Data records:

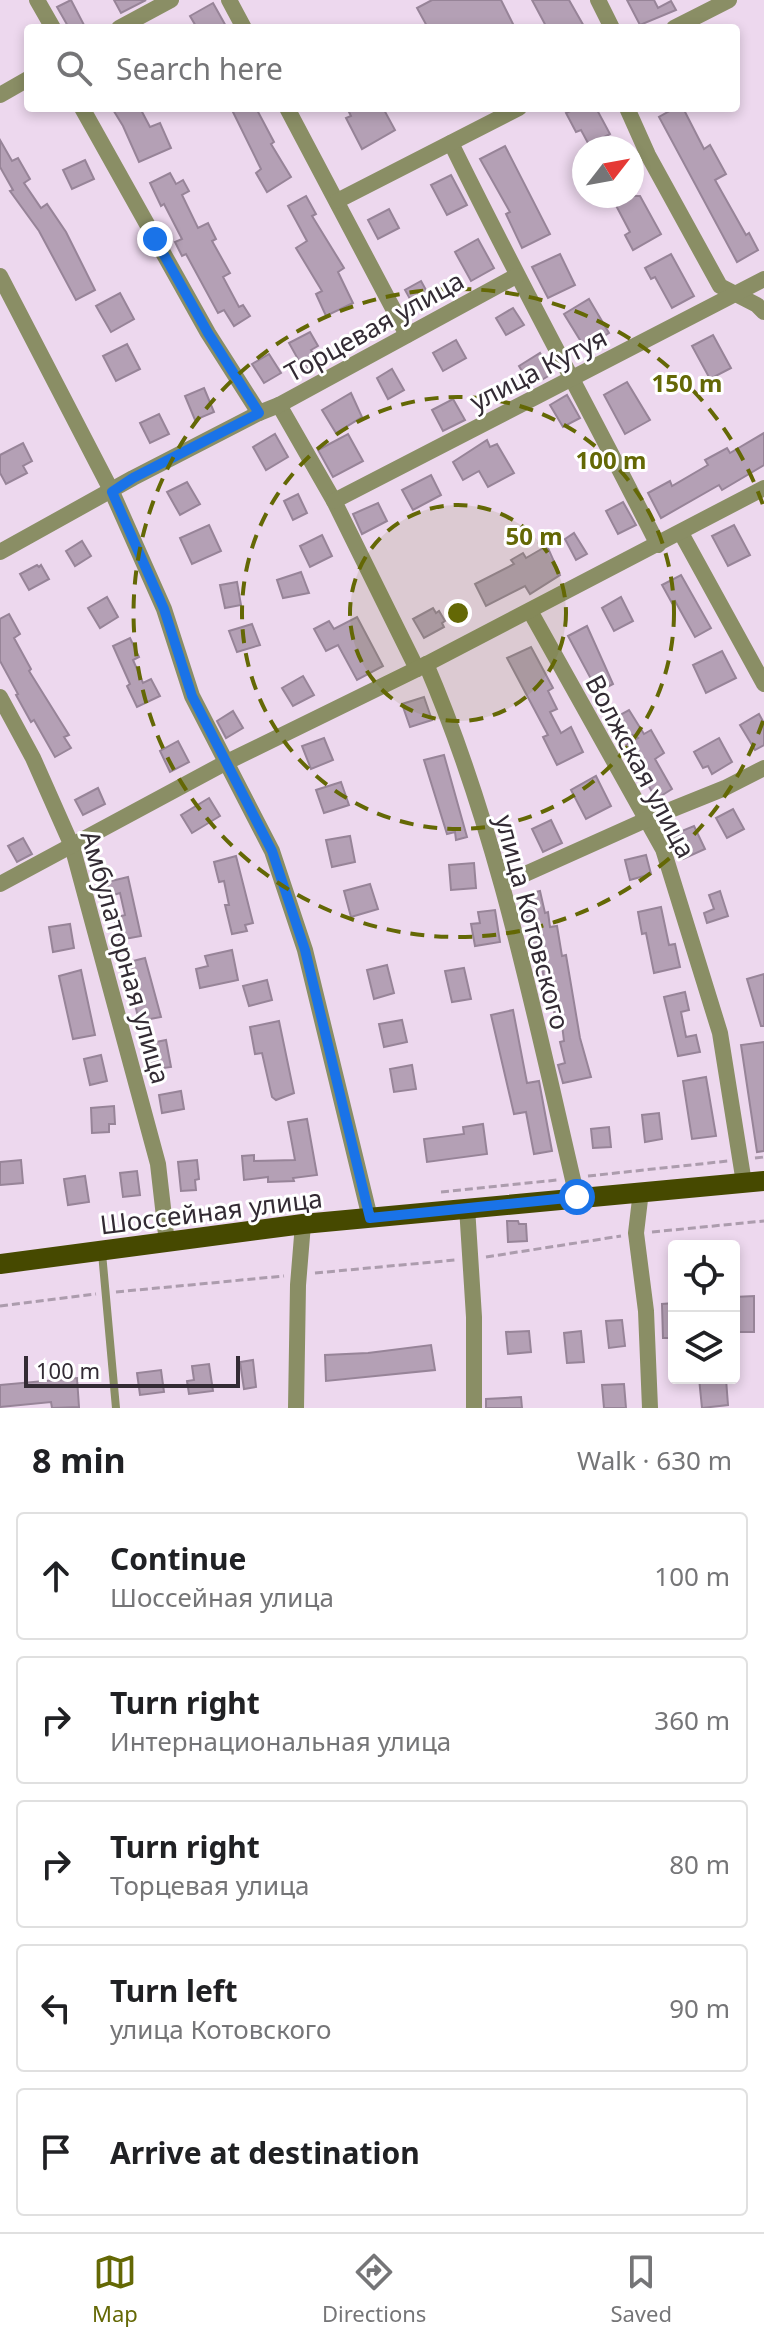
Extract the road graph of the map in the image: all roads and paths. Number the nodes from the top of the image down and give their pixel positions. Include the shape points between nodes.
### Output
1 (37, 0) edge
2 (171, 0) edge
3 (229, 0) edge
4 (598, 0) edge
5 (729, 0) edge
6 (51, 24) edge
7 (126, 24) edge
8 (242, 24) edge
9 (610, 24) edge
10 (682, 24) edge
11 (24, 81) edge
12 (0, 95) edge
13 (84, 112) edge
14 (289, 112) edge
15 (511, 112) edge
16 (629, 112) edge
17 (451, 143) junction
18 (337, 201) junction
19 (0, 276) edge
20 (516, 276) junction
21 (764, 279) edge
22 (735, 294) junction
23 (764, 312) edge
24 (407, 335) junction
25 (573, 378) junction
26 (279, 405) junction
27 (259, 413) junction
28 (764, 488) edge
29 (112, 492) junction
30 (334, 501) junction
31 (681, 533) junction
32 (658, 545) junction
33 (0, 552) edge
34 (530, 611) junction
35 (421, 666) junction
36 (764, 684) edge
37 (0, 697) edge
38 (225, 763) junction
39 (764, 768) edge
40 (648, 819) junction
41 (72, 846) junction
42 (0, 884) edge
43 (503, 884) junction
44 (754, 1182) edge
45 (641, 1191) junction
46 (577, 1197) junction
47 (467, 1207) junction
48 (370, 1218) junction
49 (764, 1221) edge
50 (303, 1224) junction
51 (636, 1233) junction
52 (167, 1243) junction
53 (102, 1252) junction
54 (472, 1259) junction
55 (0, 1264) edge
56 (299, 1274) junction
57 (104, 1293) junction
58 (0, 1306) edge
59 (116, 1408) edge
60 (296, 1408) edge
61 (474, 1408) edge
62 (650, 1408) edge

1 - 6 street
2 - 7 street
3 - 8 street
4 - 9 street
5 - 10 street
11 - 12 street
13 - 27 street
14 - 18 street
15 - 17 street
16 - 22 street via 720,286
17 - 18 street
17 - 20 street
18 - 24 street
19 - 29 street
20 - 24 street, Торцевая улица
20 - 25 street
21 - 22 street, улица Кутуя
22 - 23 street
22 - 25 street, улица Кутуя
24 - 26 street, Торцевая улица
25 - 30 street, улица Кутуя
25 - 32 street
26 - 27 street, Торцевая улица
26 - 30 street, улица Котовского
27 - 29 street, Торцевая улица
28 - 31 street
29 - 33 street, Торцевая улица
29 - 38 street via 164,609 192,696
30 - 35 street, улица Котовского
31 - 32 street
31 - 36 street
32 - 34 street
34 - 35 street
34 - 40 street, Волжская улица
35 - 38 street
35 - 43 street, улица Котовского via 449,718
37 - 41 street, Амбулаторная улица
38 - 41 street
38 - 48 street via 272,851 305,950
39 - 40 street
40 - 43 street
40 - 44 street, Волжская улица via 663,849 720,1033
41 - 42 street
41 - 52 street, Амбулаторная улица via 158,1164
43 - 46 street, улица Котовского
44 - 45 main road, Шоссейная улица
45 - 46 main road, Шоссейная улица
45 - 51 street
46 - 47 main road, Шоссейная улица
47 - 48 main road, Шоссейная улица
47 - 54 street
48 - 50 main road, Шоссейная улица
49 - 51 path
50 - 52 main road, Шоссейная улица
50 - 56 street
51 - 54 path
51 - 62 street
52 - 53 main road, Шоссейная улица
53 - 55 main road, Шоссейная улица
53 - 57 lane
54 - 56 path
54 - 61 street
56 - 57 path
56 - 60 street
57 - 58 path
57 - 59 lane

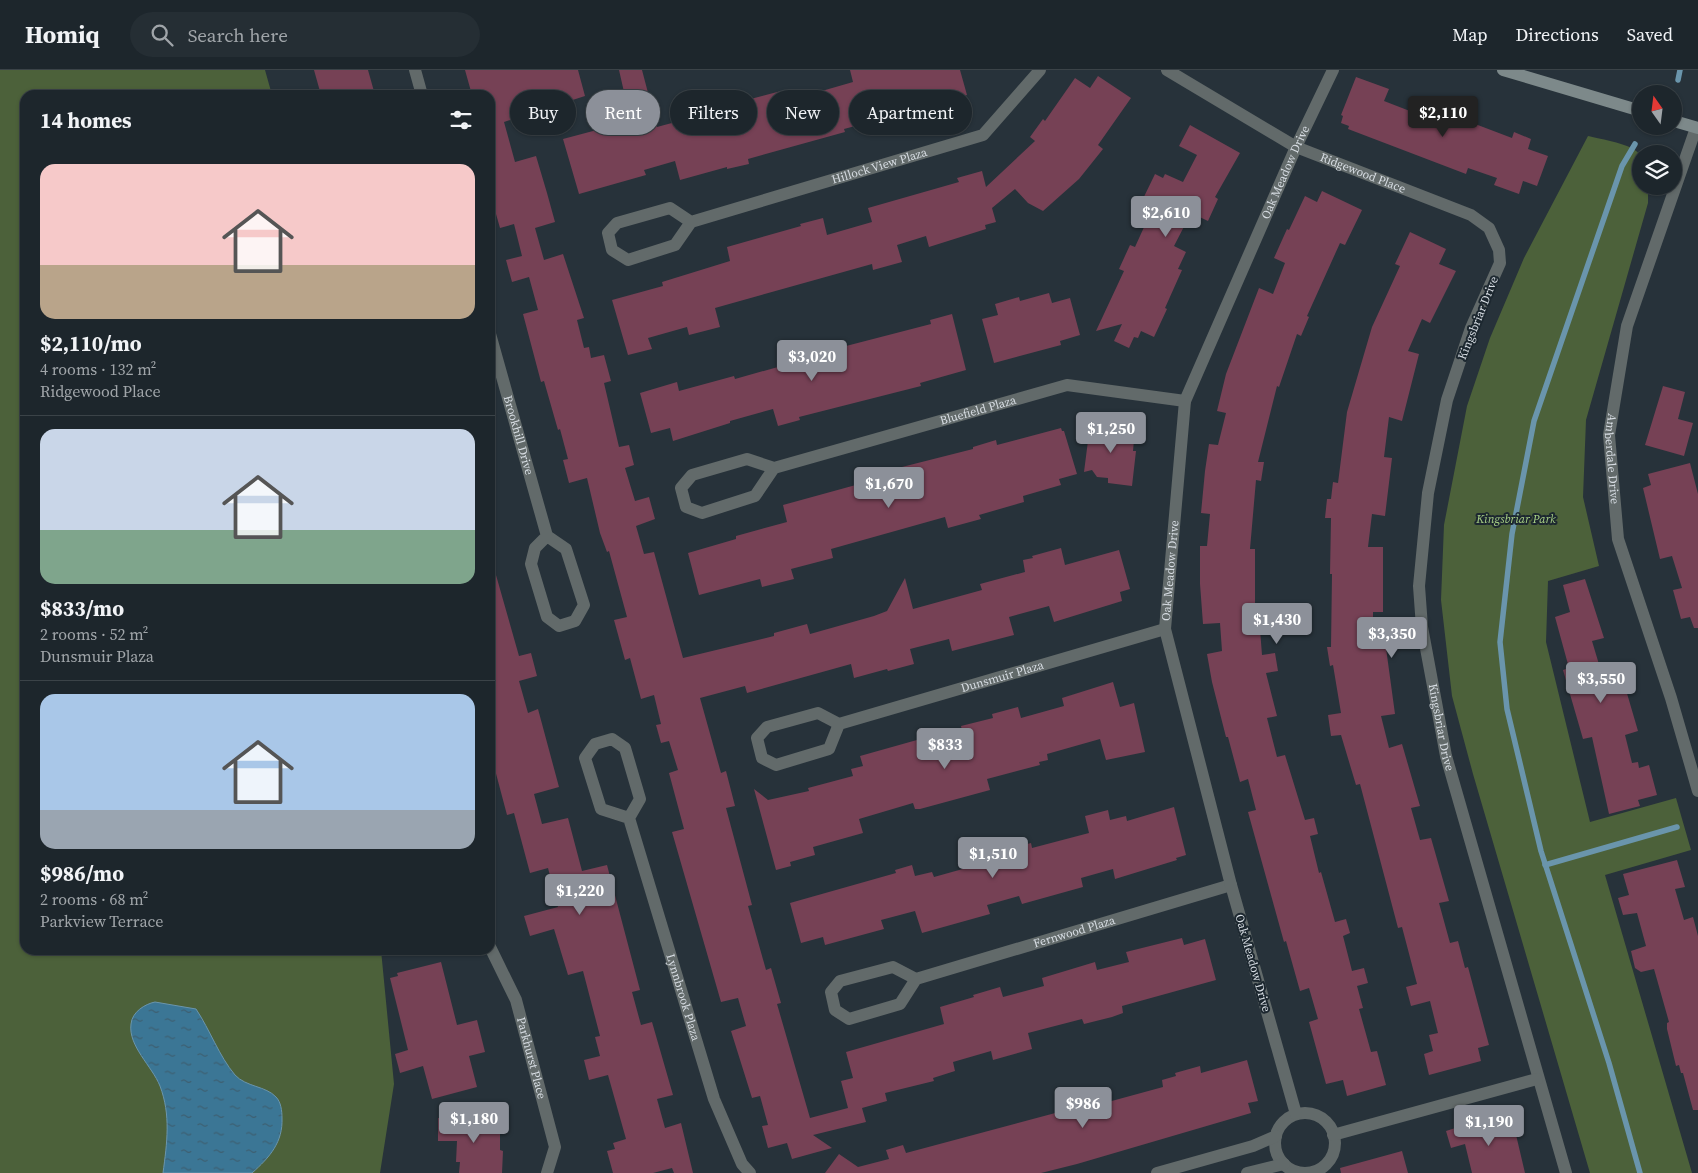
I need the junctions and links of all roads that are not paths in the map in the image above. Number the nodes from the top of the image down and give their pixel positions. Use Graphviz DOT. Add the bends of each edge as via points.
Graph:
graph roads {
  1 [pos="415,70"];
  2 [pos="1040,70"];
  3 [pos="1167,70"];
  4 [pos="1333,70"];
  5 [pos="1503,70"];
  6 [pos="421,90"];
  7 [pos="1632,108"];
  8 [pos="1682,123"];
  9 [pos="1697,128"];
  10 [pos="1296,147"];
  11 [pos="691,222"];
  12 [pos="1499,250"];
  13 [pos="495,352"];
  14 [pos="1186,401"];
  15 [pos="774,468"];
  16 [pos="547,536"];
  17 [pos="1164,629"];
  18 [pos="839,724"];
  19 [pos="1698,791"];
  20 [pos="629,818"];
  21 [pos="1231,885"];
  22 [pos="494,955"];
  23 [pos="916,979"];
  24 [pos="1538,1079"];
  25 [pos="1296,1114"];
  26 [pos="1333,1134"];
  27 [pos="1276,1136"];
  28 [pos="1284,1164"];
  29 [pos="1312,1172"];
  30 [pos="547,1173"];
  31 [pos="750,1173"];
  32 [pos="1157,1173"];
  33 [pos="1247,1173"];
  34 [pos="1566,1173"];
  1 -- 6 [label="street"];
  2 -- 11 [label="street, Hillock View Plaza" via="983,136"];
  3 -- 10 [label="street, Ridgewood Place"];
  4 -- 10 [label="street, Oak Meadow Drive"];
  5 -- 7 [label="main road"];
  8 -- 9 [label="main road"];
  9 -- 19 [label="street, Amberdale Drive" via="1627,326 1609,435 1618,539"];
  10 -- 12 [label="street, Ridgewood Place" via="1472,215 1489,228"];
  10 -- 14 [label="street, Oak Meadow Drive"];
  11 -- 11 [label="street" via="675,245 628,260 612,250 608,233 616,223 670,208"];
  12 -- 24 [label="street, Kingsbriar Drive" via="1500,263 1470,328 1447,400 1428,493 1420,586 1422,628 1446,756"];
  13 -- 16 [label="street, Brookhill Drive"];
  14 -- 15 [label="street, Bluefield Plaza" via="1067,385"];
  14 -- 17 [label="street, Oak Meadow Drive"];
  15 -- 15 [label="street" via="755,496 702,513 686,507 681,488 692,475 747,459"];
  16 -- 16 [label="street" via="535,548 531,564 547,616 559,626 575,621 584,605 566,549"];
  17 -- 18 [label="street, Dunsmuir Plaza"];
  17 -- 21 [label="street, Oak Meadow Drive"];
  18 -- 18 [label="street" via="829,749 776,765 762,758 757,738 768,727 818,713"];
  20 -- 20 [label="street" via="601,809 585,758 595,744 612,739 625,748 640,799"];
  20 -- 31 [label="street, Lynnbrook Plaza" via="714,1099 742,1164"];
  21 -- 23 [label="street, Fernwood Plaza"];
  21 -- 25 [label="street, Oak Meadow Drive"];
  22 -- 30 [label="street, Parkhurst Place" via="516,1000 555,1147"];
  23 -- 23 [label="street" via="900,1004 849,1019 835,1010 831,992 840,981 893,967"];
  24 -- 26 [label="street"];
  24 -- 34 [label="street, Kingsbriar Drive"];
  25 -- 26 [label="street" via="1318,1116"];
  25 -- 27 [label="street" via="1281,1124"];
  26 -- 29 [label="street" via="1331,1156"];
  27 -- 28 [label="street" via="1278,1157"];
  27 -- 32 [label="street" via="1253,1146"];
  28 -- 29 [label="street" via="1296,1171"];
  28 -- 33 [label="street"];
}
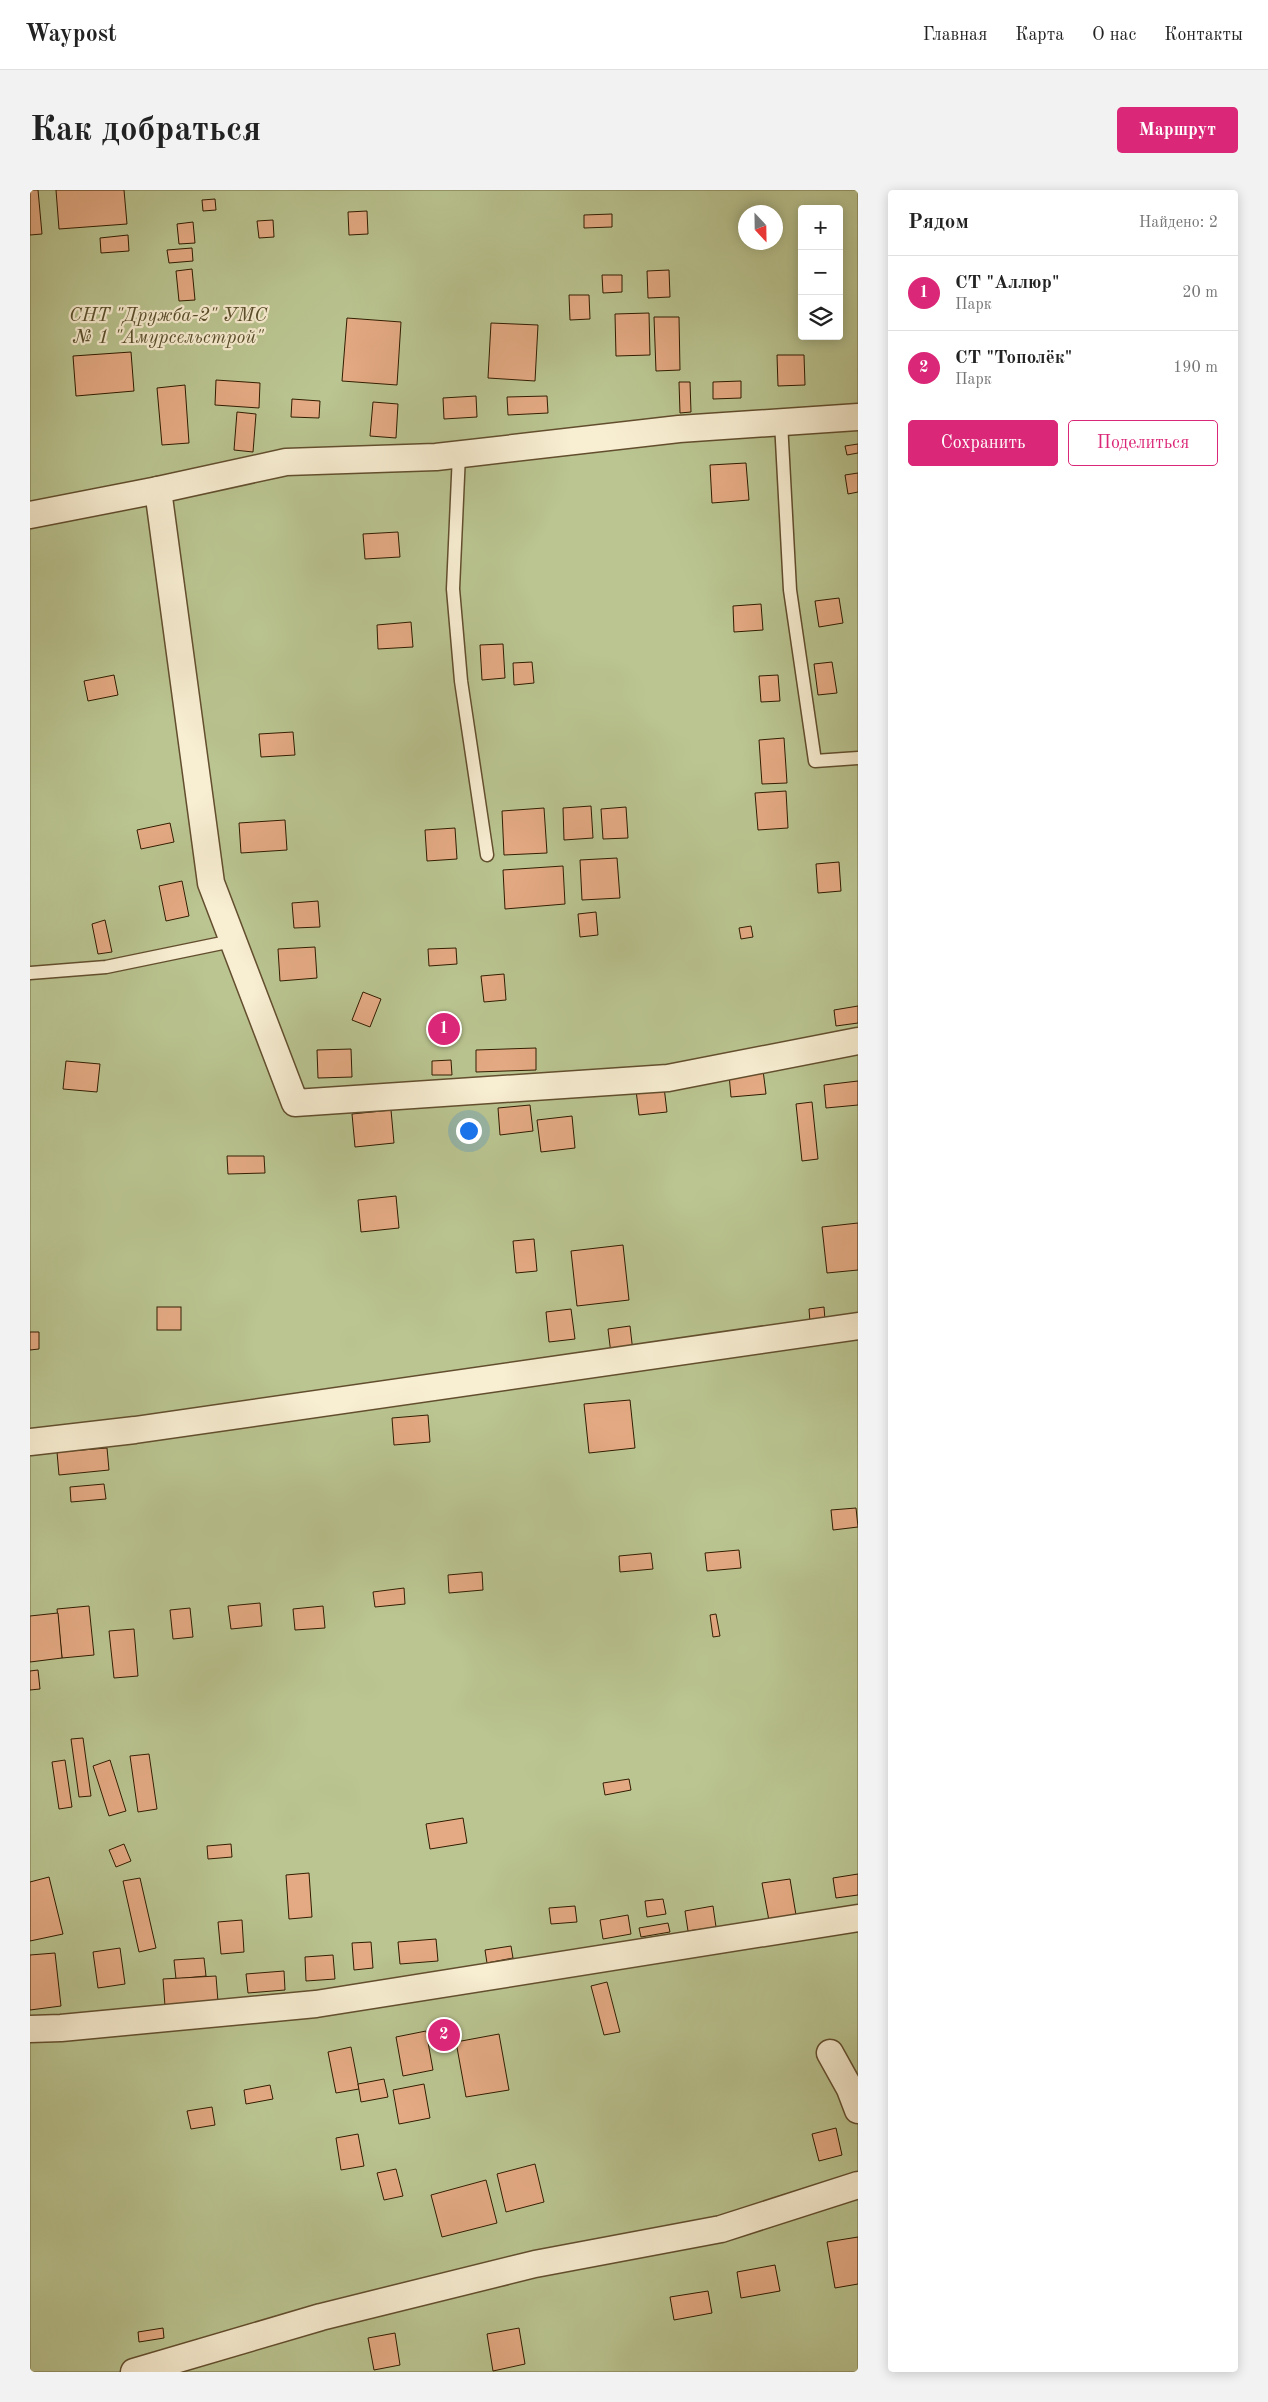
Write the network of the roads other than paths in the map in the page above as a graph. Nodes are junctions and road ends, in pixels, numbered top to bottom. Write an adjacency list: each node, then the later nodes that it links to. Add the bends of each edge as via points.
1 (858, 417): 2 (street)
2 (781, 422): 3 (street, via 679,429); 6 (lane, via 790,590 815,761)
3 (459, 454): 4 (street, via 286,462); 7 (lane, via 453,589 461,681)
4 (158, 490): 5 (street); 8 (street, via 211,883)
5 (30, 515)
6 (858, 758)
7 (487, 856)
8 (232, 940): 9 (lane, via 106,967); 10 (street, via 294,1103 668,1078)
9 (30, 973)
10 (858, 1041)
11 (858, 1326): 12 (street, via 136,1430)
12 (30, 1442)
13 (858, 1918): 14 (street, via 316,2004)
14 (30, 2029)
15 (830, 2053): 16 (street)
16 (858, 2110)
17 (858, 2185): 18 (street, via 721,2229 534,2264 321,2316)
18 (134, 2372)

→ WHAT YOU NEED TO DO
Give back exactly the lines from the one containing "Write the network" through the last line of the records.

→ OUTPUT OF THE EXERCISE
Write the network of the roads other than paths in the map in the page above as a graph. Nodes are junctions and road ends, in pixels, numbered top to bottom. Write an adjacency list: each node, then the later nodes that it links to. Add the bends of each edge as via points.
1 (858, 417): 2 (street)
2 (781, 422): 3 (street, via 679,429); 6 (lane, via 790,590 815,761)
3 (459, 454): 4 (street, via 286,462); 7 (lane, via 453,589 461,681)
4 (158, 490): 5 (street); 8 (street, via 211,883)
5 (30, 515)
6 (858, 758)
7 (487, 856)
8 (232, 940): 9 (lane, via 106,967); 10 (street, via 294,1103 668,1078)
9 (30, 973)
10 (858, 1041)
11 (858, 1326): 12 (street, via 136,1430)
12 (30, 1442)
13 (858, 1918): 14 (street, via 316,2004)
14 (30, 2029)
15 (830, 2053): 16 (street)
16 (858, 2110)
17 (858, 2185): 18 (street, via 721,2229 534,2264 321,2316)
18 (134, 2372)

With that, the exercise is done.